Now I wouldn’t be the first person to propose a kind of Hippocratic Oath for artificial intelligence. Microsoft has floated the idea, along with many others.

But I had never read the original Hippocratic Oath, as composed somewhere in the third century B.C.

So I did. And the elements are fascinating.

You could almost write a best-selling sequel to the Da Vinci Code, called the Hippocratic Oath.

Here are the critical sentences.

  • First, do no harm.
  • Second, I will use treatment to help the sick according to my ability and judgment.
  • And third, whatsoever I see or hear in the course of my profession, if it be what should not be published abroad, I will never divulge, holding such things to be holy secrets.

You see?

  • First, AI will do no harm.
  • Second, AI will only be used to do what the evidence confirms it can.
  • And third, AI will never share our personal information without our permission.

We can all hold these three simple concepts in our heads, and even better – keep them always at the forefront of our minds.

And best of all – it would be the same basic compact between doctors and patients that has endured for thousands of years.

That compact has resonated across all cultures and generations.

Yes, to me, it still has meaning in the age of medical AI.


And now let me turn to you in the audience – in particular, those of you in the medical profession.

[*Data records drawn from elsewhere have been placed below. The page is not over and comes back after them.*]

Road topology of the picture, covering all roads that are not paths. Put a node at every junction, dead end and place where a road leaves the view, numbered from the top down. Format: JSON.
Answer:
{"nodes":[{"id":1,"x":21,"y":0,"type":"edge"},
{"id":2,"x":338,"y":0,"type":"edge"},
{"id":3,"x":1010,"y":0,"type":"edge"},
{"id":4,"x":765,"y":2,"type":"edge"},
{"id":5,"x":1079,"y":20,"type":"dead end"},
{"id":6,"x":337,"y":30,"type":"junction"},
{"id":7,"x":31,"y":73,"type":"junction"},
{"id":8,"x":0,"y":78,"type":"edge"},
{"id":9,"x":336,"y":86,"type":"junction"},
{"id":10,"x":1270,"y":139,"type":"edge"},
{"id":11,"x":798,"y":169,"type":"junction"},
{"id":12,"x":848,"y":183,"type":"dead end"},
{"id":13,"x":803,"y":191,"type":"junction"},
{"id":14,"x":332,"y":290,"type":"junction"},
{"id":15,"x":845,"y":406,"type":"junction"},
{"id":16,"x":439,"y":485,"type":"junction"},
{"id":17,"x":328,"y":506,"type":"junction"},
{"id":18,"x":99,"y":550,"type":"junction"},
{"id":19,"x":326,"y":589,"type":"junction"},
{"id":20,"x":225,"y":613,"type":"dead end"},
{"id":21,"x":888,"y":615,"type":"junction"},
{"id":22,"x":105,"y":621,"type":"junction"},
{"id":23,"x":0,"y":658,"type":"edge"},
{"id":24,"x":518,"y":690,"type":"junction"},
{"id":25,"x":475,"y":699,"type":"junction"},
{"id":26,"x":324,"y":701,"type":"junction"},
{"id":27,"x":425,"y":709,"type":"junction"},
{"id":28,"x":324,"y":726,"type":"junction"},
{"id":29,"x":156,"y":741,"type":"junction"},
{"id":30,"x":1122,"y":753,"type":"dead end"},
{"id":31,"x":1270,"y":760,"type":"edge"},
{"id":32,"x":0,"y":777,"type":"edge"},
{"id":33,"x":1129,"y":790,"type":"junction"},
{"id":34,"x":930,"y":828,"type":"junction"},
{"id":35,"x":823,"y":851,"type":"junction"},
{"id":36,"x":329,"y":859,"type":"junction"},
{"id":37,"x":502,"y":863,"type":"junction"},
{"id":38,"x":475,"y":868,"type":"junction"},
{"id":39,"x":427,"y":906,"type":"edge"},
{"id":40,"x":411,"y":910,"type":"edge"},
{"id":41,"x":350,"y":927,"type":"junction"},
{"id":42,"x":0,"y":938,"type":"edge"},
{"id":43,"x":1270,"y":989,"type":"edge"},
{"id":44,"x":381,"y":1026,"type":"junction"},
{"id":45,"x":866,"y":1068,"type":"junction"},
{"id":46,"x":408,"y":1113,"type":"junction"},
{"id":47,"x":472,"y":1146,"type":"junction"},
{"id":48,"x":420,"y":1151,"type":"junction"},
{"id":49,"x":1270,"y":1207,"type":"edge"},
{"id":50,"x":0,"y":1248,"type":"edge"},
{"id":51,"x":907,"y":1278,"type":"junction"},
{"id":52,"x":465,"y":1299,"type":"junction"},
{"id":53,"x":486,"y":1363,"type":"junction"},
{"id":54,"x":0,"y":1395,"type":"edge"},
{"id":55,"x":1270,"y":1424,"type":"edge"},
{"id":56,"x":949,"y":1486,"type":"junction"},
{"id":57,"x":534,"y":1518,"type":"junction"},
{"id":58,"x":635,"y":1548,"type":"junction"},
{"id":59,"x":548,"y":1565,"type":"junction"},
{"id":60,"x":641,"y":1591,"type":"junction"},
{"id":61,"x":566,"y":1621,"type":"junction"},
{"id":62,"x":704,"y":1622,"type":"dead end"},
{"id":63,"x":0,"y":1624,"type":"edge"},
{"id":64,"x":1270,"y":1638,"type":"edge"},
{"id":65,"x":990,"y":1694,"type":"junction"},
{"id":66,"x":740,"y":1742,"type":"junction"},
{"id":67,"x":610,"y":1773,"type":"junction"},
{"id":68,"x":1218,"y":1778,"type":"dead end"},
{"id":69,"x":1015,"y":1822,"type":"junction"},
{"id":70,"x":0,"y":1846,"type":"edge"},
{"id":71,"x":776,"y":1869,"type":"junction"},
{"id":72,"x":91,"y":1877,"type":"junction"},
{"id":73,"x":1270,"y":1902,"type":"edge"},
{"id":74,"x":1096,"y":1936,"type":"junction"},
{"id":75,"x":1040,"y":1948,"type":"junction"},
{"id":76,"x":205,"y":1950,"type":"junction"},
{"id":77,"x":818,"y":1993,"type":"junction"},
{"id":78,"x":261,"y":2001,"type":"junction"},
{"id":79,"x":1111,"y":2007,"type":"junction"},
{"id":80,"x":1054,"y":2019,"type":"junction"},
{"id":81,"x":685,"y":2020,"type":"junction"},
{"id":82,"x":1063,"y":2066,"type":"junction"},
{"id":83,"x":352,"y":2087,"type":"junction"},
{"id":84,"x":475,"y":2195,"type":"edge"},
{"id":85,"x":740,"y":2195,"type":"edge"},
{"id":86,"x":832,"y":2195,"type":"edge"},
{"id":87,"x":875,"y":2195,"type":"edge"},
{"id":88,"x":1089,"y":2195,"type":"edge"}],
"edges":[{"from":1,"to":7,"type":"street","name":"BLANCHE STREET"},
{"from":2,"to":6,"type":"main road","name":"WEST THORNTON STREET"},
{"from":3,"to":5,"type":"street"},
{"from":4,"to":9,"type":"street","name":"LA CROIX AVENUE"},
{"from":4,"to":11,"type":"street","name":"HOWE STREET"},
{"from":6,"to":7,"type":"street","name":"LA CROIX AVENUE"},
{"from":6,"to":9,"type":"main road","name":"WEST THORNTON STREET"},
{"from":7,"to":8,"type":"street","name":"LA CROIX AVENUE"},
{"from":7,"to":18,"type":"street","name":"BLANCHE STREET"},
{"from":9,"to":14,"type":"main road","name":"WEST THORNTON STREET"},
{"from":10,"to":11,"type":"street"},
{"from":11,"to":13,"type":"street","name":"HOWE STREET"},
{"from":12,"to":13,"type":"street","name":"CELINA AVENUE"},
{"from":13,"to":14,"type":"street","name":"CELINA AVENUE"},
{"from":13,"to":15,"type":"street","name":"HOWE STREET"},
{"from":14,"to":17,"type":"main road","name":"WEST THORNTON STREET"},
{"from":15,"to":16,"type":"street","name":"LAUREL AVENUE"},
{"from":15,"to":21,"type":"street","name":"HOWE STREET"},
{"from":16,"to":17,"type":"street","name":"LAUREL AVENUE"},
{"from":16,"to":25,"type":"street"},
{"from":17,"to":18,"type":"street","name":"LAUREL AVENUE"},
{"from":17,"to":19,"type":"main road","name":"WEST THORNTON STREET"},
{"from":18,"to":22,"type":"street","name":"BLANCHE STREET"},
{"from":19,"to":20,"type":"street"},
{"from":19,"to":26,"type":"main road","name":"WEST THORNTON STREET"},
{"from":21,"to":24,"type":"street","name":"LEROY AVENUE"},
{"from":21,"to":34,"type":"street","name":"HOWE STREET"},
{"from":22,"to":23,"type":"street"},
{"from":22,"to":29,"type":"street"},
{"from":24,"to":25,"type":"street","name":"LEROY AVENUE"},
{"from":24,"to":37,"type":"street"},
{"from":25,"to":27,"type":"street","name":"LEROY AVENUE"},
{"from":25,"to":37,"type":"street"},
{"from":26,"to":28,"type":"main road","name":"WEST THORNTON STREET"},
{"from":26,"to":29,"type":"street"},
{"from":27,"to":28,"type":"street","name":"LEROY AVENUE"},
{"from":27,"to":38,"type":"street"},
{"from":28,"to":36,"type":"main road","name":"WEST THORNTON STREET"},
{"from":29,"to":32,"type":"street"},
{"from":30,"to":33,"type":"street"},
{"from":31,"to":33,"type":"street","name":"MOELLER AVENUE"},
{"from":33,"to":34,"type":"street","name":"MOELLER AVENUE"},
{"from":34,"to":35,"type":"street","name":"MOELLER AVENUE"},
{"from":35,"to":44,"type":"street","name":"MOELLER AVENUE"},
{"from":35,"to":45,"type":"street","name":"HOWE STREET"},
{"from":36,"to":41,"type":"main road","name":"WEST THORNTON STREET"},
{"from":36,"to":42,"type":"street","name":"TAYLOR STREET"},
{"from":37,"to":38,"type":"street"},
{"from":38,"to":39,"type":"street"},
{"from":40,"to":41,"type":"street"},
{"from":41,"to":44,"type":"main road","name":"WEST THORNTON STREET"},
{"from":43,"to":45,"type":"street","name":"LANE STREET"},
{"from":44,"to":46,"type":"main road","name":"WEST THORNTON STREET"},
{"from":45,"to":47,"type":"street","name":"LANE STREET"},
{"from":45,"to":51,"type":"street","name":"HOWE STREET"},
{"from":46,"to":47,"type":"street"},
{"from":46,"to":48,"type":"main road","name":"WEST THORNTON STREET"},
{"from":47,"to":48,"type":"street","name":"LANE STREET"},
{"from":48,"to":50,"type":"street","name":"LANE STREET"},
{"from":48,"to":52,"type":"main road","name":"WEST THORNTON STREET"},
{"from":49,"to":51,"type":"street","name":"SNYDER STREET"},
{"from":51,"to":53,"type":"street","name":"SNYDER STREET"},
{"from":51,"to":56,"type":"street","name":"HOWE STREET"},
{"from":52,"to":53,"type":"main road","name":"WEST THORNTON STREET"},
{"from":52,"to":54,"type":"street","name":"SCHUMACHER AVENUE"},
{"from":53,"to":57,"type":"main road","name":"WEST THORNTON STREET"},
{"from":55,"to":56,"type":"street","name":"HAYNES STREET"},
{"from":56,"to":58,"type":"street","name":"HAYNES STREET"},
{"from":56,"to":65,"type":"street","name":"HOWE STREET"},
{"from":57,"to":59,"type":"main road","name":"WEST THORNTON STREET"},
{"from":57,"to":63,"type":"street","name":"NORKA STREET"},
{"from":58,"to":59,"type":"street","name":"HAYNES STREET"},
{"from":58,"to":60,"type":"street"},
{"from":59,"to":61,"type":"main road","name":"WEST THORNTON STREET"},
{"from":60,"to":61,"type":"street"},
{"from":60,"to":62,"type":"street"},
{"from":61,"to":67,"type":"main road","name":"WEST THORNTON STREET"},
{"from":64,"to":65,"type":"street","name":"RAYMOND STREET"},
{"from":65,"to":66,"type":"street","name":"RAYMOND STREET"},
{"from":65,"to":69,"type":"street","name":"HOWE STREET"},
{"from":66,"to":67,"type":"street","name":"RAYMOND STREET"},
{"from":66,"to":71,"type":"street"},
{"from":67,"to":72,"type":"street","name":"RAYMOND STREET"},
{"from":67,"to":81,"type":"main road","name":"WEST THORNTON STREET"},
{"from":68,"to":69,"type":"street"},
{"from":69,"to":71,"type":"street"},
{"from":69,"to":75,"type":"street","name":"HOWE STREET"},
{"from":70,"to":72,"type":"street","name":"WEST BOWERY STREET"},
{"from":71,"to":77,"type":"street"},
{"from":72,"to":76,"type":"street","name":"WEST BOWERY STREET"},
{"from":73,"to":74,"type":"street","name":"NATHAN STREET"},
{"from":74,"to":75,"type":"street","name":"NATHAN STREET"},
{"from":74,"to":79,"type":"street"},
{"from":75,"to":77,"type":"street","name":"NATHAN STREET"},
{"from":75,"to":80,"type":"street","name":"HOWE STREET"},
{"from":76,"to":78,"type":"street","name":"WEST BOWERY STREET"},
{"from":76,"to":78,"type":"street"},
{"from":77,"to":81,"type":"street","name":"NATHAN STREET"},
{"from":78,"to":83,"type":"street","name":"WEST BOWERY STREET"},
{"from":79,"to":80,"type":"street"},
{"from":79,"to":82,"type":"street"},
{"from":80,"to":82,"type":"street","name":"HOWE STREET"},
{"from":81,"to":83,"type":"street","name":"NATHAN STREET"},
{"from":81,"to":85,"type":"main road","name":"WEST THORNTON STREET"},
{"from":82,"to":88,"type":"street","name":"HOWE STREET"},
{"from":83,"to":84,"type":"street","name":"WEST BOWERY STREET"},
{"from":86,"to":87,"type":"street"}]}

For you these questions are real, and pressing.

If you haven’t already confronted them, yes, you will be asked in the next five years, or 10 years, to integrate AI into your concept of care.

You will be asked to put your trust in AI.

And you will be asked to tell a patient that they can trust in AI.

I can’t give you the answer – but I hope that you will think first of the question.

What kind of doctor do I want to be?

Then, I hope, you will remember and carry forward all the wisdom that doctors have earned through hundreds of years.

I know we can live better, and longer, with AI.

Managed by doctors.

You have the wisdom to bring it about.

And with humans like you, we can be a society that never forgets what it really means to care.